For comparisons of continuous and categorical data, we used the non-parametric Mann–Whitney U-test and the Pearson Chi-square test, respectively. Intra-individual comparisons of distributions of combinatorial diversity and percentages of cell counts are the result of Wilcoxon signed rank test for paired data. Unless otherwise indicated, data are shown as mean ± SEM or relative and absolute frequencies. Pearson's correlation coefficient was determined for the Gensini score (mean) and TCR diversity in PBMC and thrombi, respectively. A two-sided P-value of <0.05 was considered significant.

Results

Clinical characteristics of patients with acute coronary syndromes and healthy subjects

Pairs of coronary thrombi and peripheral blood were obtained from 16 patients with ACS using an aspiration catheter as part of the PCI for a native coronary culprit lesion. Among these, 12 patients were diagnosed with STEMI, 4 patients with NSTEMI, 11 patients were symptomatic for <24 h, 4 patients had symptoms for 24–48 h and 1 patient for 48–72 h. For the evaluation of TCR β chain diversity in peripheral blood, 16 patients with ACS were compared with 16 healthy age-matched subjects. The clinical, demographic, and laboratory characteristics of patients with ACS and matched healthy subjects are summarized in Table 1. Compared with healthy subjects, patients with ACS had increased leucocyte and platelet counts, elevated glucose concentration in peripheral blood, presence of coronary artery disease, cardiovascular risk factors, and received medications.

Table 1.

Clinical, demographic, and laboratory characteristics of patients and healthy subjects

ACS Healthy P-value
Age (years) 58.9 ± 2.3 58.7 ± 2.3 n.s.
Male gender (%) 15 (94) 10 (63) n.s
Caucasian ethnicity (%) 16 (100) 16 (100) n.s.
Leucocyte count (103/µL) 11.6 ± 1.5 5.8 ± 0.3 P ≤ 0.001
Lymphocyte count (103/µL) 3.2 ± 1.2 1.6 ± 0.08 n.s.
Erythrocytes (106/µL) 4.3 ± 0.2 4.5 ± 0.1 n.s.
Platelets (103/µL) 279 ± 25 219 ± 8 P < 0.05
Total cholesterol (mmol/L) 5.1 ± 0.4 5.6 ± 0.3 n.s.
Baseline glucose (mmol/L) 9.0 ± 1.7 5.2 ± 0.08 P ≤ 0.01
Serum creatinine (µmol/L) 79.9 ± 6.3 72.1 ± 2.7 n.s.
eGFR (mL/min) 90.1 ± 4.9 92.3 ± 2.4 n.s.
BMI (kg/m2) 28.4 ± 2.0 24.6 ± 1.1 n.s.
Gensini Score 39.7 ± 5.7 0 P ≤ 0.001
Cardiovascular risk factors
Hypercholesterolaemia 8 (50) 0 P ≤ 0.01
Hypertension (%) 4 (25) 0 P < 0.05
Diabetes (%) 2 (13) 0 n.s.
Smoking (current, %) 7 (44) 0 P ≤ 0.01
Previous medical history
Previous MI 3 (19) 0 n.s.
Previous PCI 2 (13) 0 n.s.
Medications
Aspirin (%) 16 (100) 0 P ≤ 0.001
Statins (%) 4 (25) 0 P < 0.05
ACE-I/ARB (%) 2 (13) 0 n.s.
β-Blockers (%) 3 (19) 0 n.s.
Nitrates (%) 15 (94) 0 P ≤ 0.001
Calcium antagonists (%) 0 0
Diuretics (%) 1 (6) 0 n.s.

Values are shown as mean ± SEM or absolute and relative frequencies (in brackets with respect to n = 16 patients), respectively.

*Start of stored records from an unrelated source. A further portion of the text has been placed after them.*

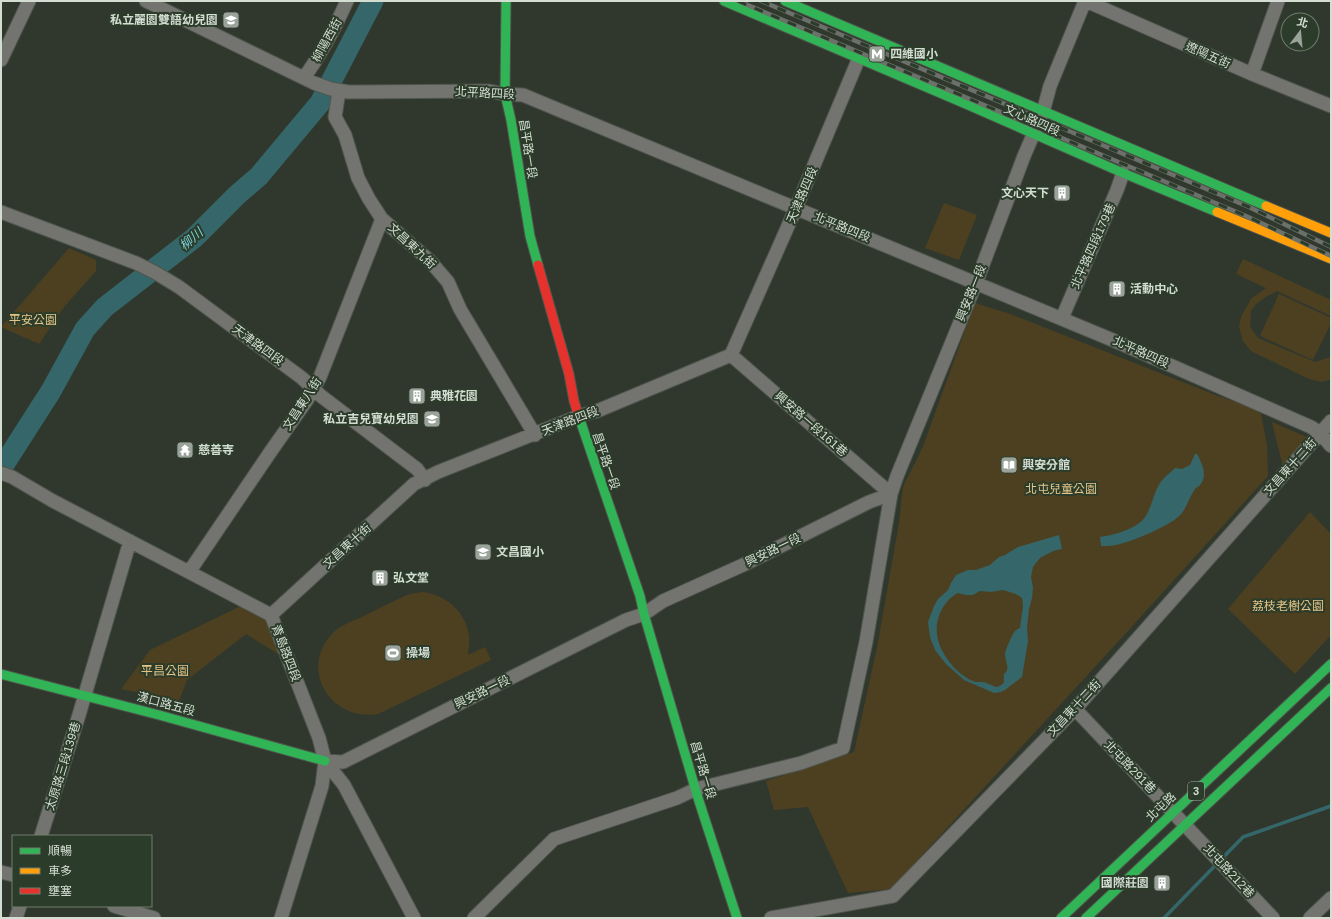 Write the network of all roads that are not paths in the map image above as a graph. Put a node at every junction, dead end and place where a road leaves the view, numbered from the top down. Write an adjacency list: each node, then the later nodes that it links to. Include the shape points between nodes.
1 (29, 1): 10 (street)
2 (146, 1): 12 (street)
3 (347, 1): 12 (street, 柳陽西街, via 316,61)
4 (506, 1): 14 (main road, 昌平路一段)
5 (724, 1): 9 (main road, 文心路四段)
6 (785, 1): 16 (main road, 文心路四段)
7 (1085, 1): 11 (street, 遼陽五街); 16 (street, 興安路一段, via 1050,86)
8 (1278, 1): 11 (street)
9 (859, 58): 17 (main road, 文心路四段); 19 (street, 天津路四段)
10 (1, 60)
11 (1252, 74): 15 (street, 遼陽五街)
12 (309, 81): 13 (street, 北平路四段)
13 (335, 90): 14 (street, 北平路四段, via 488,91); 21 (street, 文昌東九街, via 335,117 345,135 358,178)
14 (505, 94): 19 (street, 北平路四段, via 524,95); 28 (main road, 昌平路一段, via 530,236)
15 (1331, 106)
16 (1043, 112): 17 (street, 興安路一段); 22 (main road, 文心路四段)
17 (1033, 133): 18 (main road, 文心路四段); 24 (street, 興安路一段)
18 (1123, 173): 23 (main road, 文心路四段); 25 (street, 北平路四段179巷)
19 (796, 208): 24 (street, 北平路四段); 26 (street, 天津路四段)
20 (1, 212): 27 (street, 天津路四段, via 136,263 156,274 191,296)
21 (382, 219): 27 (street, 文昌東八街); 31 (street, 文昌東九街, via 430,260 448,282 460,309)
22 (1331, 233)
23 (1331, 259)
24 (976, 283): 25 (street, 北平路四段); 35 (street, 興安路一段)
25 (1062, 318): 30 (street, 北平路四段)
26 (731, 355): 28 (street, 天津路四段, via 597,411); 35 (street, 興安路一段161巷)
27 (314, 388): 34 (street, 天津路四段, via 416,469); 37 (street, 文昌東八街)
28 (579, 416): 31 (street, 天津路四段); 38 (main road, 昌平路一段)
29 (1331, 421): 30 (street, 文昌東十二街)
30 (1320, 433): 32 (street, 北平路四段); 44 (street, 文昌東十二街)
31 (535, 435): 34 (street, 天津路四段, via 438,472)
32 (1331, 446)
33 (2, 474): 36 (street, 青島路四段)
34 (425, 480): 39 (street, 文昌東十街, via 414,484)
35 (891, 494): 38 (street, 興安路一段, via 869,502 743,565 663,601); 46 (street, via 866,642 843,748 801,763)
36 (130, 541): 37 (street, 青島路四段); 43 (street, 太原路三段139巷)
37 (189, 572): 39 (street, 青島路四段)
38 (644, 614): 45 (street, 興安路一段, via 626,620 343,762); 46 (main road, 昌平路一段)
39 (271, 615): 45 (street, 青島路四段, via 319,738)
40 (1331, 664): 47 (main road, 北屯路 / 3)
41 (1, 674): 43 (main road, 漢口路五段)
42 (1331, 688): 48 (main road, 3)
43 (85, 696): 45 (main road, 漢口路五段); 49 (street, 太原路三段139巷)
44 (1075, 709): 47 (street, 北屯路291巷); 61 (street, 文昌東十二街, via 893,896)
45 (325, 761): 57 (street, via 322,786); 58 (street, 青島路四段, via 344,785)
46 (696, 789): 59 (street, via 677,798 554,839); 60 (main road, 昌平路一段)
47 (1173, 812): 48 (street, 北屯路291巷); 62 (main road, 北屯路 / 3)
48 (1185, 825): 63 (main road, 3); 64 (street, 北屯路212巷)
49 (41, 835)
50 (1, 872): 51 (street)
51 (12, 875)
52 (1331, 898): 65 (street)
53 (20, 907): 55 (street)
54 (117, 907): 56 (street)
55 (16, 918)
56 (154, 918)
57 (281, 918)
58 (414, 918)
59 (474, 918)
60 (737, 918)
61 (771, 918)
62 (1061, 918)
63 (1086, 918)
64 (1273, 918)
65 (1310, 918)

N = 12–16; n.s. non-significant. ACE-I/ARB, angiotensin converting enzyme-inhibitor/angiotensin receptor blocker; aspirin comprises oral and intravenous formulation; BMI, body mass index; eGFR, estimated glomerular filtration rate; MI, myocardial infarction; PCI, percutaneous coronary intervention.

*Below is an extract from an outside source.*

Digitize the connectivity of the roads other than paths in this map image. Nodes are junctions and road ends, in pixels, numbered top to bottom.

Increased Treg counts in coronary thrombi compared with peripheral blood in patients with acute coronary syndromes

To evaluate T cell subset distribution, flow cytometry was performed for phenotypic characterization of coronary thrombi compared with PBMC from patients with ACS. Overall CD3+ T cell content was unaltered and no difference was detected for T helper cells (CD4+ CD3+ CD8), but for a trend to numerical reduction vs. peripheral blood (Figure 1A and B). In contrast, Treg (CD4+ CD25+ CD127low) were significantly increased by 2.2-fold in coronary thrombi (Figure 1C). Cytotoxic T cells (CD8+ CD3+ CD4), CD4+ CD3+ CD28null T cells and double negative (CD4 CD8 CD3+) T cells were found in similar numbers in coronary thrombi and PBMC (Figure 1D–F). Supplementary material online, Figures S1–S6 show representative graphs on how FACS analysis for individual cell subsets was performed. Supplementary material online, Figure S7 shows a representative immunostaining of CD3+ T cells.

Figure 1.

Figure 1

Treg as prominent T cell subset in coronary thrombi vs. peripheral blood from patients with ACS. Flow cytometry of coronary thrombus and PBMC from patients with ACS. Double-staining for T cell subtypes (CD3 with CD8 or CD4, respectively). (A) T cells (CD3+). (B) T helper cells (CD4+ CD3+ CD8). (C) Regulatory T cells (CD4+ CD25+ CD127low). (D) Cytotoxic T cells (CD8+ CD3+ CD4). (E) CD4+ CD3+ CD28null T cells. (F) Double-negative T cells (CD4null CD8null CD3+). The bottom and top of the box represent the first and third quartiles (Q1, Q3), and the band inside the box is the median. The whiskers extend to the most extreme data point which is no more than 1.5 times the interquartile range (IQR = Q3−Q1) from the box, with individual outliers shown beyond the whisker; n = 9–12; *P = 0.0098.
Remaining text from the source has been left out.